▶ _Directions for this task_:
Track down each line below containing the string "edges" and copy it.

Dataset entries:
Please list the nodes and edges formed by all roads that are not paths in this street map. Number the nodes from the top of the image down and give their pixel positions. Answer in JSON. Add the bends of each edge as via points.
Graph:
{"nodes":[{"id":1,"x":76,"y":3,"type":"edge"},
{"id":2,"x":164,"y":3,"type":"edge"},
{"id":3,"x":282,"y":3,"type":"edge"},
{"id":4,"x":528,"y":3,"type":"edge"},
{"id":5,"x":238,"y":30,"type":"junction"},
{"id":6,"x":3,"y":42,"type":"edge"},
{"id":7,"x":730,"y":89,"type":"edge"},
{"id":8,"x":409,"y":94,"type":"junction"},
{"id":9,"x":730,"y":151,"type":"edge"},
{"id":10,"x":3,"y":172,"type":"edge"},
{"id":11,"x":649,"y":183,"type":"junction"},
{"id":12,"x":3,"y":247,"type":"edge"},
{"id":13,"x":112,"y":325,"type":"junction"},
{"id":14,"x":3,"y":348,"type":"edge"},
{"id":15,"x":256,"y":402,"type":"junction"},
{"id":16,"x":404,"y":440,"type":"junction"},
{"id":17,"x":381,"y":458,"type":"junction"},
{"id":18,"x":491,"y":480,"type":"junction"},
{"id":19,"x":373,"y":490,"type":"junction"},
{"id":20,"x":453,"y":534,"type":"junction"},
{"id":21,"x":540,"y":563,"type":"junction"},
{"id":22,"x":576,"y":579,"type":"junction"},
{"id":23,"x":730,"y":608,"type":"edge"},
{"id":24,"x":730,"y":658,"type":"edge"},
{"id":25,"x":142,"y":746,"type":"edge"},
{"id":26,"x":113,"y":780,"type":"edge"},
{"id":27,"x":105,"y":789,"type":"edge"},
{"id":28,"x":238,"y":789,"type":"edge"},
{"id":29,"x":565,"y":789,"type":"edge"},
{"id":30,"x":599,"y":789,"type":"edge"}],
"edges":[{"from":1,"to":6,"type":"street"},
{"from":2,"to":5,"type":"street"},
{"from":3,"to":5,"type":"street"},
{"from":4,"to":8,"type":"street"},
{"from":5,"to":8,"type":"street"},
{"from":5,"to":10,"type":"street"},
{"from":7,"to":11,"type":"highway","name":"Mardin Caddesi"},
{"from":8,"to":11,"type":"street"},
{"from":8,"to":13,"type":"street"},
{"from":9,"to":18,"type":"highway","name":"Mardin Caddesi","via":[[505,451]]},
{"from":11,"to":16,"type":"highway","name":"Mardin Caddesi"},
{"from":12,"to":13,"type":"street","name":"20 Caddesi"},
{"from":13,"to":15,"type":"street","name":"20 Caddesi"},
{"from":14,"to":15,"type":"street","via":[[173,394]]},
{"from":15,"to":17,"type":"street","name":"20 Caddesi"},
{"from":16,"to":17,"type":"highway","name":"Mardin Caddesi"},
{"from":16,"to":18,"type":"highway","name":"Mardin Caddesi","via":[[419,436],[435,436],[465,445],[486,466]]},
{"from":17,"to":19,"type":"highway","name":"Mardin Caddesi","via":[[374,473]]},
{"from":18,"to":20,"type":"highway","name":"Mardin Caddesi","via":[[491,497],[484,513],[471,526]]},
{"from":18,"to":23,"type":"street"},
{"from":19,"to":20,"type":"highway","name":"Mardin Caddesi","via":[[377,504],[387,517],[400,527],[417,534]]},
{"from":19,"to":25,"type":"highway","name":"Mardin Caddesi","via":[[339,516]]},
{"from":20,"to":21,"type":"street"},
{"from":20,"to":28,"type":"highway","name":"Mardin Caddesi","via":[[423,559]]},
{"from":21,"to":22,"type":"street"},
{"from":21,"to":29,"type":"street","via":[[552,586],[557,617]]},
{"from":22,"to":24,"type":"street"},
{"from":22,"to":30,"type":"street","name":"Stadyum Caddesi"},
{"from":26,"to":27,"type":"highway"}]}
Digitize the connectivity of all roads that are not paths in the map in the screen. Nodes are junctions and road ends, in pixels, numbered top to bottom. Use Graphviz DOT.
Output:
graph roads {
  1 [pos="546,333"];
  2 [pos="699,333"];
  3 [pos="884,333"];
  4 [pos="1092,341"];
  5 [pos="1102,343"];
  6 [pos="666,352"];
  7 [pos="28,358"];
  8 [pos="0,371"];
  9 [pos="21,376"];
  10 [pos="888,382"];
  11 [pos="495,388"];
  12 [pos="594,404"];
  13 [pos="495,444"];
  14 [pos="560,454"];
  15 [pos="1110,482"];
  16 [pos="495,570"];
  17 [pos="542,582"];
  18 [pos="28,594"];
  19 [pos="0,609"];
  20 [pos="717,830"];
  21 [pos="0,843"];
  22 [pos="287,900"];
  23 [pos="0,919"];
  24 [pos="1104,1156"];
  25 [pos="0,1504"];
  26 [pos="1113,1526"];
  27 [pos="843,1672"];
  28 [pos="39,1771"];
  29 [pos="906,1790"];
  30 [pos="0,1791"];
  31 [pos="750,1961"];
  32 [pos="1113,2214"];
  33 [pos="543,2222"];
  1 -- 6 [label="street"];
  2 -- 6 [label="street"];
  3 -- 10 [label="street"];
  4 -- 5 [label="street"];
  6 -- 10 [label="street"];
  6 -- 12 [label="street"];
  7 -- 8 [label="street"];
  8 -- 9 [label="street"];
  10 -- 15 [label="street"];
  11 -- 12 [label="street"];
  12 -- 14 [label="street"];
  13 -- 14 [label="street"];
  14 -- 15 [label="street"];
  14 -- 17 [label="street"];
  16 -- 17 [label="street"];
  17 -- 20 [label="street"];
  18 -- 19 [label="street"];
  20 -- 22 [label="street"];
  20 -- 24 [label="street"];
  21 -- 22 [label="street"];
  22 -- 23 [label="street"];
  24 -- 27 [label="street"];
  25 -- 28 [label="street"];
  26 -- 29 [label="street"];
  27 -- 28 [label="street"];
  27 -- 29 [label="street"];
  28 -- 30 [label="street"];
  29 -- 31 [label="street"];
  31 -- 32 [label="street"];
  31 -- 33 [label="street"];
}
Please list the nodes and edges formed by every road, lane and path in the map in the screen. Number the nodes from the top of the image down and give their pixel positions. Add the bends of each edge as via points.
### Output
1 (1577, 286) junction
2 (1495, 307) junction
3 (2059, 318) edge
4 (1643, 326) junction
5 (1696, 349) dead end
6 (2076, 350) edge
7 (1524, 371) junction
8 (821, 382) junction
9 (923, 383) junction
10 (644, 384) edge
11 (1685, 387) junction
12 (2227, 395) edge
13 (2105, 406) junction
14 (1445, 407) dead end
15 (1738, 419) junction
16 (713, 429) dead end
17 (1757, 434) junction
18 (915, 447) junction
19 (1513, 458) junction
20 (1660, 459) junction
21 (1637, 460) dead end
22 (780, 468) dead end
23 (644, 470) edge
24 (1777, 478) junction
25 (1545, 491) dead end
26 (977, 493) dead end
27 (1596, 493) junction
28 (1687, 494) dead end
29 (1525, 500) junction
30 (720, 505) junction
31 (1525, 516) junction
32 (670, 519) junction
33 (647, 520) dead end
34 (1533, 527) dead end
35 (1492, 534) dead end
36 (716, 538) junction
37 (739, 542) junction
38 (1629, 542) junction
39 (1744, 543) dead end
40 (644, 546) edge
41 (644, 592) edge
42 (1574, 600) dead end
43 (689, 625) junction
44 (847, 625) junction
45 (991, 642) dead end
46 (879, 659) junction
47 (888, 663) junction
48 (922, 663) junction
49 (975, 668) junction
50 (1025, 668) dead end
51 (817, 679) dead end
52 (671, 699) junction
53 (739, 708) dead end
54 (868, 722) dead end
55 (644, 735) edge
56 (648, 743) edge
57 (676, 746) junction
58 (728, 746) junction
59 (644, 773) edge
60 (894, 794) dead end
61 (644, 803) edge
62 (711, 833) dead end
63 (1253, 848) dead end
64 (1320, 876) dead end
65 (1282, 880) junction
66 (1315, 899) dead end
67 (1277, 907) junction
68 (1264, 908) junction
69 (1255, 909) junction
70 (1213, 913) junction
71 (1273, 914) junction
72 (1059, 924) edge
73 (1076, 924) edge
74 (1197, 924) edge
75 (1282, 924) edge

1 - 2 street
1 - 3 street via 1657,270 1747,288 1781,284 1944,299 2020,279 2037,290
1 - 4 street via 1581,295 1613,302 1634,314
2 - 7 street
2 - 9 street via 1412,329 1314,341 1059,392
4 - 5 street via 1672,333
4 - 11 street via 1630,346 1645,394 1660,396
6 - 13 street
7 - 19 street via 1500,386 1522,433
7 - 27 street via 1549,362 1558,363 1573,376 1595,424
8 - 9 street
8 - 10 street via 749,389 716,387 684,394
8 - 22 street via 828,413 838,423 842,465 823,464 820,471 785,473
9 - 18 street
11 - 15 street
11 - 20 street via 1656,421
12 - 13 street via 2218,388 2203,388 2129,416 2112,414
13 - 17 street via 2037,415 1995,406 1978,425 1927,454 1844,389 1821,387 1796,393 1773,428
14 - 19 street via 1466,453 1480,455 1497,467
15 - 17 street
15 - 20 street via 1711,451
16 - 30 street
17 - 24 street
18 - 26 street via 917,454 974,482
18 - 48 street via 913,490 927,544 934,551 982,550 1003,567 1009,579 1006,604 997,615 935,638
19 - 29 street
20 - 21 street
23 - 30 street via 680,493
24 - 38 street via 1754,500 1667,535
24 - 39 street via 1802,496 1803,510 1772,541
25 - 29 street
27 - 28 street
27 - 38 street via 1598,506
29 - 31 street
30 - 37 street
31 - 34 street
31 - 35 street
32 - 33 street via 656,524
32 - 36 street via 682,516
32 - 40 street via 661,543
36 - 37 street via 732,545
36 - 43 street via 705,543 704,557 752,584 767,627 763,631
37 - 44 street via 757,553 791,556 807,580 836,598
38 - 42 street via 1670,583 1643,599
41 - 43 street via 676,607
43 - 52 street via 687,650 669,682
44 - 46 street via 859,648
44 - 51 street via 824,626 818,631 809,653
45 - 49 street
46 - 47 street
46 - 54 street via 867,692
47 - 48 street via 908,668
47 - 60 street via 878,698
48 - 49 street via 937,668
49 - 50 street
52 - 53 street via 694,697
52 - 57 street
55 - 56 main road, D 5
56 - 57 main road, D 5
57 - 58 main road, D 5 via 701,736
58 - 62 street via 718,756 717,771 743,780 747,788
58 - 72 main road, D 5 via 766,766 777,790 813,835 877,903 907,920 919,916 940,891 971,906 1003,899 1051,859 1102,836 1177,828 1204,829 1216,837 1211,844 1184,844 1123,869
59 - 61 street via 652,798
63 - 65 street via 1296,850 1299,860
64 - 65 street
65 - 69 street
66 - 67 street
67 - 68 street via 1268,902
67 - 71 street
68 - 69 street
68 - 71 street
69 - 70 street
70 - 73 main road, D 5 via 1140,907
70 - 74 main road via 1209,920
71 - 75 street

▶ _Reply_:
Please list the nodes and edges formed by all roads that are not paths in this street map. Number the nodes from the top of the image down and give their pixel positions. Answer in JSON. Add the bends of each edge as via points.
"edges":[{"from":1,"to":6,"type":"street"},
Please list the nodes and edges formed by every road, lane and path in the map in the screen. Number the nodes from the top of the image down and give their pixel positions. Add the bends of each edge as via points.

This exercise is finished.